By Travis Gulbrandson
Even though the ordinance banning texting while driving has been on the books since May, no one has been ticketed for it yet.
Vermillion Police Chief Matt Betzen said this is due mainly to the difficulty of enforcing the law.
“You need to be stopped in a stationary place (to spot texters), and the officers are either going on calls or driving around,” Betzen said. “One of the big things we do is speeding. Speeding is not on the intersections. It’s out on the roadway. It’s a different enforcement model.”
Betzen made these comments during a special meeting with the Vermillion City Council on Monday.
The meeting followed a recent article in the University of South Dakota’s newspaper The Volante, which reported that city police had given only two warnings and no tickets to texting drivers.
Betzen told councilmembers that following the article’s publication, he tried to gauge the number of violations by sitting in an unmarked car in two locations for 30 minutes each: Near the intersection of Cherry and Dakota streets, and in the Muenster University Center parking lot.
“I’d say there were about nine cars total in an hour I could have stopped,” he said. “Whether or not they were texting, that becomes the big question, because (the ordinance) allowed the use of GPS and other things.”
Council member Tom Davies expressed frustration at the lack of citations.
“I made a big stink about this, because I do walk,” Davies said. “Granted, I don’t have a real rapid pace, but I can certainly see that there’s a lot of texting going on. Sometimes at stop signs, I’m truly amazed people are driving down the road, and they’ve got their phone (out), and they’ve got maybe their little pinkies on the steering wheel.
“There have been at least two times where I could have been easily hit walking in a crosswalk because somebody was not paying attention. That kind of bothers me, that we went to this effort, and there hasn’t been a lot of enforcement,” he said.
Davies did acknowledge that the ordinance was difficult to enforce, which Betzen had said during his initial presentation to the city council earlier this year.

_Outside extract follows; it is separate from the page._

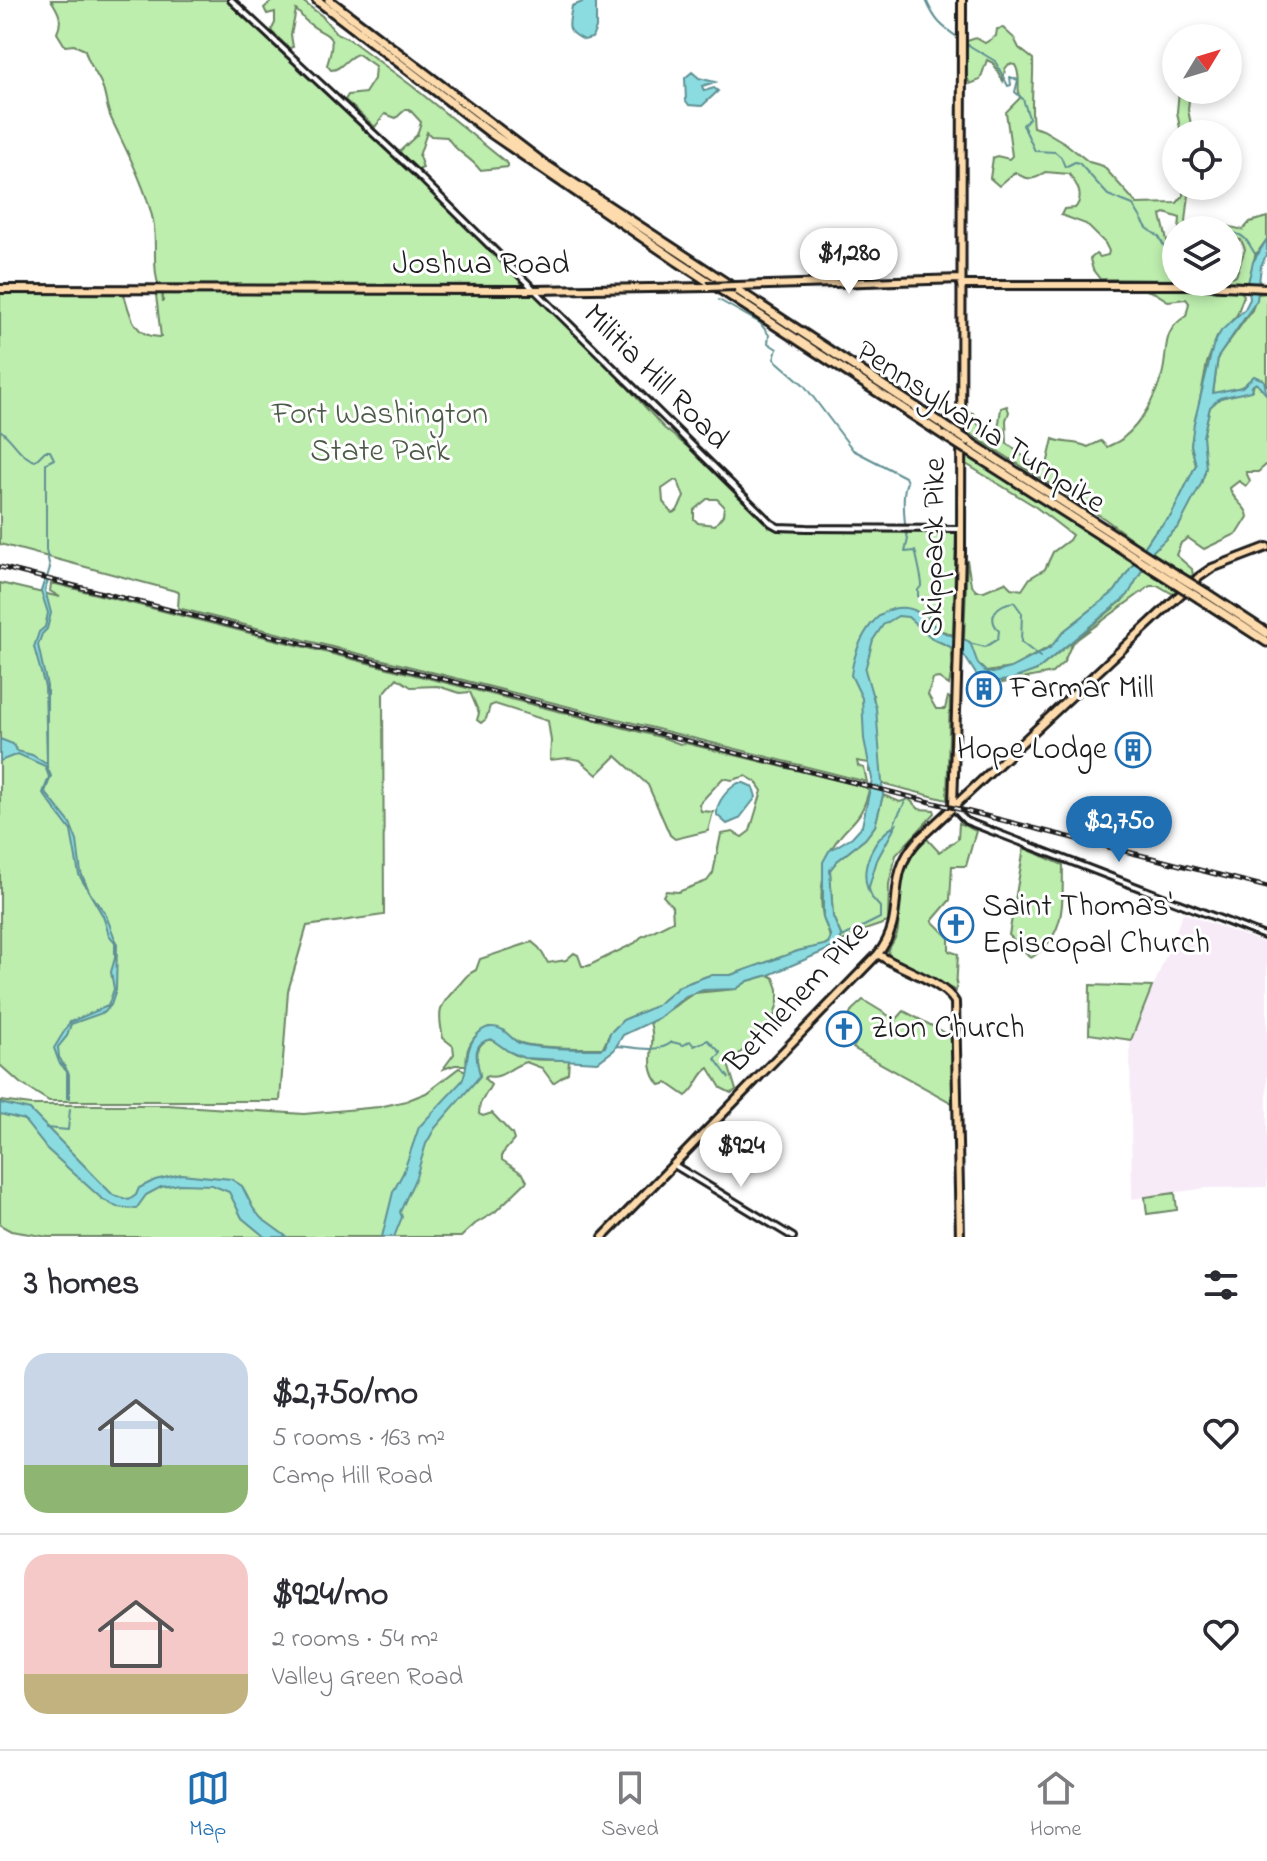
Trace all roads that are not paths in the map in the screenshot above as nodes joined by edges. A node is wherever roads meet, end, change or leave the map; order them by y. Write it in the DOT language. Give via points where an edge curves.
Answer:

While Betzen said a certain amount of people will stop texting while driving simply because it is the law, others won’t, and he doesn’t know how to get them to stop.
“I am somewhat cynical that education will do it, because I don’t think it’s possible to not be educated that texting is a dangerous thing to do while driving,” he said. “It’s kind of like drinking and driving. How could you possibly live in our society and not know that it’s a bad thing to do?”

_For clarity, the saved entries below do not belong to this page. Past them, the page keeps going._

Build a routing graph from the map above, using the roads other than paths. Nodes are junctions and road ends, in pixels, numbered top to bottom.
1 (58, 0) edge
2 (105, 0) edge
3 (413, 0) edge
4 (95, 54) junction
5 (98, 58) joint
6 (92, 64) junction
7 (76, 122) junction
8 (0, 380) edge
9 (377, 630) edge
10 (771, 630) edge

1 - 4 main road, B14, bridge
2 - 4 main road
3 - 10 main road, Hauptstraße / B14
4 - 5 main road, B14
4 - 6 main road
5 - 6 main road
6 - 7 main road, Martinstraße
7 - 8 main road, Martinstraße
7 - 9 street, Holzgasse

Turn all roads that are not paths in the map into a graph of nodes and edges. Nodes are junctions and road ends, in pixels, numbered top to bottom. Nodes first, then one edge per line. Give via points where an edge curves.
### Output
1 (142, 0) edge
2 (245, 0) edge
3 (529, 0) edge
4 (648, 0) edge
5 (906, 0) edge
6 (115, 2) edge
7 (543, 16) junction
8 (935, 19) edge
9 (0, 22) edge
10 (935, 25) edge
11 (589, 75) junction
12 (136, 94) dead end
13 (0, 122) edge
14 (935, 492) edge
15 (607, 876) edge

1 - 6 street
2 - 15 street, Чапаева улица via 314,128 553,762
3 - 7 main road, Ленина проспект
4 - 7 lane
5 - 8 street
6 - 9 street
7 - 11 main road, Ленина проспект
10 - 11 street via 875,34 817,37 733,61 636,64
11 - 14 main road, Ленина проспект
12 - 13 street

Following the article in The Volante, Betzen contacted other communities in the state that have enacted texting-while-driving bans to see how many tickets they have written.
Sioux Falls, which passed a similar ordinance a few months before Vermillion, has written at least 26, he said.
“I talked to the front desk guy there about who’s writing the tickets and how they’re doing it, and most of their success has been with motor officers who basically hide near stoplights at busy intersections, and then are able to watch as vehicles stop for a prolonged period of time,” he said.
Betzen said Mitchell has taken this route and made “three or four stops,” but issued no tickets.
Brookings has cited “three or four” drivers, all from accident investigations, he added.
Betzen encouraged Vermillion drivers to report violators to the police department, as they would for someone they suspect to be driving while intoxicated.
“We do that all the time, on all different types of infractions,” he said. “You call and give us a license number and a general description of the driver, (and) we will contact them and say, ‘Hey, someone said that you were texting.’ …
“One of the great things about Vermillion is that we have a low enough crime rate where we actually can do that kind of stuff,” he said.